INSTRUCTIONS TO FOLLOW =>
Which of the lines in the listing that follows hold "shape"? Pull each one out.

[[ RECORDS SUPPLIED open ]]

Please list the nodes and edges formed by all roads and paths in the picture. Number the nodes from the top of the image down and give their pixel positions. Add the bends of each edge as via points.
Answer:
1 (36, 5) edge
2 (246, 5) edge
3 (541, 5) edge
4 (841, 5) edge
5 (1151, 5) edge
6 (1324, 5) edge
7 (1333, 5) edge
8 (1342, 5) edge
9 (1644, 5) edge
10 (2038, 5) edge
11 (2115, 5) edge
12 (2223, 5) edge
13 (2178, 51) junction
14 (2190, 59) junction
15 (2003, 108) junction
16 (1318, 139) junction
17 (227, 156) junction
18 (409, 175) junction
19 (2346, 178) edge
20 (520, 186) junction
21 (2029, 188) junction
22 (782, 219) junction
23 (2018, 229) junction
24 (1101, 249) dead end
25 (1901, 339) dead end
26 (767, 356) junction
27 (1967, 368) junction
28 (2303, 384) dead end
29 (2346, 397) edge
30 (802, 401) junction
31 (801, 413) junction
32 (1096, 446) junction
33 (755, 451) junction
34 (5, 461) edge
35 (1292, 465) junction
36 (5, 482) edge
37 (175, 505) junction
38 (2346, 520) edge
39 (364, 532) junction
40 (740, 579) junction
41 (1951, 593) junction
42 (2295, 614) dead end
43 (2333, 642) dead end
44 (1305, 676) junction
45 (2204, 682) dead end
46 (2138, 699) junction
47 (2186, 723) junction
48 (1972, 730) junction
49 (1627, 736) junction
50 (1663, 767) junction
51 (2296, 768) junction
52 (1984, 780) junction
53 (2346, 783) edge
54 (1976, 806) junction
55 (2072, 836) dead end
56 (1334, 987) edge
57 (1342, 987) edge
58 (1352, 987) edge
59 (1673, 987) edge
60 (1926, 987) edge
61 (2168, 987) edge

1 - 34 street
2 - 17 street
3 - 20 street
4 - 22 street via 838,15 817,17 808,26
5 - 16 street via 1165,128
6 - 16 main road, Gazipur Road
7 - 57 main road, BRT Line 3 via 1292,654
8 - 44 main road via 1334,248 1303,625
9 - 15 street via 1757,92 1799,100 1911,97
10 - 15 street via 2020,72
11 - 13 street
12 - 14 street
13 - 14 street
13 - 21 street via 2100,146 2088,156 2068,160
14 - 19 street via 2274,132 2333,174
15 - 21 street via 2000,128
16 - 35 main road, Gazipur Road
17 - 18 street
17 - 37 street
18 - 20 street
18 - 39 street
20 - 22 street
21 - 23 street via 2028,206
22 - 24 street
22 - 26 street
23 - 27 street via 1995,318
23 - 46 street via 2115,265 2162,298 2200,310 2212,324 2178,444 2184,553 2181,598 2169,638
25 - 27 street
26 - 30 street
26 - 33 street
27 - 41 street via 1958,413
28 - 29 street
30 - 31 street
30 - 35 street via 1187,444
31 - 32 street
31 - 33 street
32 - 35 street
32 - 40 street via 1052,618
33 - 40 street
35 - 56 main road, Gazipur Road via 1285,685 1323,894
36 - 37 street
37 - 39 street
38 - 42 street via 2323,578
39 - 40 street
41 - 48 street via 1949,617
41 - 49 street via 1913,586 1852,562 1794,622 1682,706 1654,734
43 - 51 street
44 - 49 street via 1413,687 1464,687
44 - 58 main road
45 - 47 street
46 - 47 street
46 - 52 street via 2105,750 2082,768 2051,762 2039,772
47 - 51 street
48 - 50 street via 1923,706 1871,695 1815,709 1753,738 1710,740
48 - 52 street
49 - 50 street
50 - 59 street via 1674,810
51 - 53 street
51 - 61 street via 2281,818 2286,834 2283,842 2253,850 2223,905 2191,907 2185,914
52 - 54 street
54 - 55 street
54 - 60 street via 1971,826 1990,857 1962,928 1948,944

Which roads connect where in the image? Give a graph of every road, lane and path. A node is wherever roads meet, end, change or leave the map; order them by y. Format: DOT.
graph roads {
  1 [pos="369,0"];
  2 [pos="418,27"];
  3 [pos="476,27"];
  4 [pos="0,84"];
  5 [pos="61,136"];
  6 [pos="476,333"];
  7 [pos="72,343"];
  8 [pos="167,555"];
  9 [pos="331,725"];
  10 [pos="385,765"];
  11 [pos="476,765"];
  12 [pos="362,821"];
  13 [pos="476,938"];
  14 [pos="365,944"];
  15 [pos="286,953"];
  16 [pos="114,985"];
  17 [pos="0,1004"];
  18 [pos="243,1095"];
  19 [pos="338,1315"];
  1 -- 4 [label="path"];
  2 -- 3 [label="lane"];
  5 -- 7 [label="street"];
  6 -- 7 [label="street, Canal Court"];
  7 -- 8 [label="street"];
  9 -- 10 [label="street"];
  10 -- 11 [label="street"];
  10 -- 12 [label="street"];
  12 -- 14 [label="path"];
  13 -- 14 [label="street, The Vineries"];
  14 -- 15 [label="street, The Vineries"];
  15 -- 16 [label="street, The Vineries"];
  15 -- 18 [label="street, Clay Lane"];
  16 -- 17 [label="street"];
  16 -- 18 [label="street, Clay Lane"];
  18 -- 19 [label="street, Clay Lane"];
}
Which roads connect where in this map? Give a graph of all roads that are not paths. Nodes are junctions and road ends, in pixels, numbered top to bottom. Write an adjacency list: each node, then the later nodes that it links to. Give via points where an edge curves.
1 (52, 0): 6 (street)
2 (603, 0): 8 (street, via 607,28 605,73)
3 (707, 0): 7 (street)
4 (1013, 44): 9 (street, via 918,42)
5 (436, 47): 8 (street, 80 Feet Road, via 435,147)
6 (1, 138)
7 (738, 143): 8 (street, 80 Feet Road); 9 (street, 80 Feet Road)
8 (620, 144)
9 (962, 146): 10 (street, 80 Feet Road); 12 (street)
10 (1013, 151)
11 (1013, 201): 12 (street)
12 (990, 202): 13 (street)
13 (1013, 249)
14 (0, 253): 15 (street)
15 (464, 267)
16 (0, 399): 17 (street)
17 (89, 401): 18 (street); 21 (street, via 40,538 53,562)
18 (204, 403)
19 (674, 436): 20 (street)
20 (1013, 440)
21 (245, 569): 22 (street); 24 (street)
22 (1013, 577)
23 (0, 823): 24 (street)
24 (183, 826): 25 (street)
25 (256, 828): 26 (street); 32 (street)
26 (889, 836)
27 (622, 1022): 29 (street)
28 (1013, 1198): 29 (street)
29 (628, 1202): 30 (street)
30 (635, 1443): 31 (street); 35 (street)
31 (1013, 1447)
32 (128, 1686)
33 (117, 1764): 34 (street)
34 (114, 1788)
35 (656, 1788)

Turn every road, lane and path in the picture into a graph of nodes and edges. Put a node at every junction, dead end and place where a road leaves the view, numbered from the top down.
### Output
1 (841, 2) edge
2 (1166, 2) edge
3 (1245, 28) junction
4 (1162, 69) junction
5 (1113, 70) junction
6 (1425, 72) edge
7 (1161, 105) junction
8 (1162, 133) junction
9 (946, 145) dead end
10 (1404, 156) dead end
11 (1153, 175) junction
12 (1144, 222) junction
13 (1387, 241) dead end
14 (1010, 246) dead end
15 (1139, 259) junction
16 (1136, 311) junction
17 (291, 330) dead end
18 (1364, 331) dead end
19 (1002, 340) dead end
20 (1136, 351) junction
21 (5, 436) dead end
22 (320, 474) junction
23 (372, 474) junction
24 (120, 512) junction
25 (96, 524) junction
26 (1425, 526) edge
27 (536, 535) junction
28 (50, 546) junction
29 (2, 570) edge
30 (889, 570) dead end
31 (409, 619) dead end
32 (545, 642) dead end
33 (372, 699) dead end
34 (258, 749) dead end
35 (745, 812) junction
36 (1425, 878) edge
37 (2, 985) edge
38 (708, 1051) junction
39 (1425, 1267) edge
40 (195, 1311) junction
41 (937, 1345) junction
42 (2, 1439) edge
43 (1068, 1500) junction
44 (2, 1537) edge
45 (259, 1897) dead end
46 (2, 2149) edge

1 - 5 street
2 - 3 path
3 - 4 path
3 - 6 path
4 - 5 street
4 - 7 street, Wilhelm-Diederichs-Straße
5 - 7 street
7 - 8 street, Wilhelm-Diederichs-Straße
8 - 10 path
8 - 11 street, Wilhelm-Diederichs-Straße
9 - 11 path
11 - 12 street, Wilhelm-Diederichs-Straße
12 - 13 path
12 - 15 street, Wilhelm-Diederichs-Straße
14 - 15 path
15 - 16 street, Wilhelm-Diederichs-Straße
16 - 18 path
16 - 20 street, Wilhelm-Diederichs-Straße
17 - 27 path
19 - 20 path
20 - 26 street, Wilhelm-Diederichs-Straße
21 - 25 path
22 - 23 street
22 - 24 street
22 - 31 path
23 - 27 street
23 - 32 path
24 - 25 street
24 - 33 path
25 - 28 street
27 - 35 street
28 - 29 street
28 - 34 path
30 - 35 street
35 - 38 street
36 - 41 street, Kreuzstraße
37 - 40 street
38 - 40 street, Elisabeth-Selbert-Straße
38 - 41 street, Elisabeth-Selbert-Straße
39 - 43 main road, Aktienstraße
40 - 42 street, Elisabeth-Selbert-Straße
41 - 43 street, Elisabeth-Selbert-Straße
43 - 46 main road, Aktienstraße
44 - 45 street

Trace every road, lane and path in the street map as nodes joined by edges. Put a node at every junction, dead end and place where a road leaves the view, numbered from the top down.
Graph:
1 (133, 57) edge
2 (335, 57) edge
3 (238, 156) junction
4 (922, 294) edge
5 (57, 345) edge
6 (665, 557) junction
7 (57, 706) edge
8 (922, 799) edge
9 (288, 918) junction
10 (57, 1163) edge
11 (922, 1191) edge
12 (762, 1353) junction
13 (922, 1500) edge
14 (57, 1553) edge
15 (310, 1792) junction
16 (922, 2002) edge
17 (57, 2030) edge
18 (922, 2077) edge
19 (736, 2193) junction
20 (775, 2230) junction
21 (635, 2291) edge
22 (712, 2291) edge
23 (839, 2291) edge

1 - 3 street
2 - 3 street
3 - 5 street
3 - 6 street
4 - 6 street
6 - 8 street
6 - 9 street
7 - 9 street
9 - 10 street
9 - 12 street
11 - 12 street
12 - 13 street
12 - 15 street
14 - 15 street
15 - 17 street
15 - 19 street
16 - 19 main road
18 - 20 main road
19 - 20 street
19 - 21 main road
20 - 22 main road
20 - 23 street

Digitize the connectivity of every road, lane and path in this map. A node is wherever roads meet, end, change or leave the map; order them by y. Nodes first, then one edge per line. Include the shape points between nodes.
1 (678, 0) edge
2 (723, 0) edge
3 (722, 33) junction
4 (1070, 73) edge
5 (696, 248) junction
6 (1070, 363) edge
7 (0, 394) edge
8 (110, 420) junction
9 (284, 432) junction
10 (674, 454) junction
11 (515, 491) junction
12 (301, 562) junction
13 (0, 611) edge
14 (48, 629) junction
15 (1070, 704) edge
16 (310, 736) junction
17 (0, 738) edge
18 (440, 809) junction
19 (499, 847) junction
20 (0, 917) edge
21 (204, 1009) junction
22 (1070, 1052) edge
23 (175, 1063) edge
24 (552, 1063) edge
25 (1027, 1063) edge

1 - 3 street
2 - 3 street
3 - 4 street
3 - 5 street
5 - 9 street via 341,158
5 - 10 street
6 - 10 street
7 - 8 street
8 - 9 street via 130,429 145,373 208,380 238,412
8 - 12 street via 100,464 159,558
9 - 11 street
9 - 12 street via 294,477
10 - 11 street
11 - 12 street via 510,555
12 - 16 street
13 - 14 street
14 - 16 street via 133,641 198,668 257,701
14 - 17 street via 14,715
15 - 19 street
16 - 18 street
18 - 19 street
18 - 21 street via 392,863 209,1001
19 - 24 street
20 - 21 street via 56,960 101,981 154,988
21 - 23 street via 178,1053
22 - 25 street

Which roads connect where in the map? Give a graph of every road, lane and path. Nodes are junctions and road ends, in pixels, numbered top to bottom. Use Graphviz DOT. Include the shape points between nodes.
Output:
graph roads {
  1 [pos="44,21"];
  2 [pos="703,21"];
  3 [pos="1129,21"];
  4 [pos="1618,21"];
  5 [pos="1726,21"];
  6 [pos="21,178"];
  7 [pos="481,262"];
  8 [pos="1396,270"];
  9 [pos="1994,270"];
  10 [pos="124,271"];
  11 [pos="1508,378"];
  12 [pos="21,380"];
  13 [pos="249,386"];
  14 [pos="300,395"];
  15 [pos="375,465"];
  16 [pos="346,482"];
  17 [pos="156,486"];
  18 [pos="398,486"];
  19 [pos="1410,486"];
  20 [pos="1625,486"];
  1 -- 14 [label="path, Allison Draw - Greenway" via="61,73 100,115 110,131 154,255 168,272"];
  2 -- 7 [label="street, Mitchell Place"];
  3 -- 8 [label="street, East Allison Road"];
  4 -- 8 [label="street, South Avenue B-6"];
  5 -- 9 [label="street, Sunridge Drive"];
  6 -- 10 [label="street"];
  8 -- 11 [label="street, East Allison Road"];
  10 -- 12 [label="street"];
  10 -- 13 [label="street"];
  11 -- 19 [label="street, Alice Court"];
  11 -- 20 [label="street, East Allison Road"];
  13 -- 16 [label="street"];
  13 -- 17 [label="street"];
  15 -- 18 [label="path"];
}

[[ RECORDS SUPPLIED closed ]]

TASK OUTPUT =>
Digitize the connectivity of every road, lane and path in this map. A node is wherever roads meet, end, change or leave the map; order them by y. Nodes first, then one edge per line. Include the shape points between nodes.
Which roads connect where in the map? Give a graph of every road, lane and path. Nodes are junctions and road ends, in pixels, numbered top to bottom. Use Graphviz DOT. Include the shape points between nodes.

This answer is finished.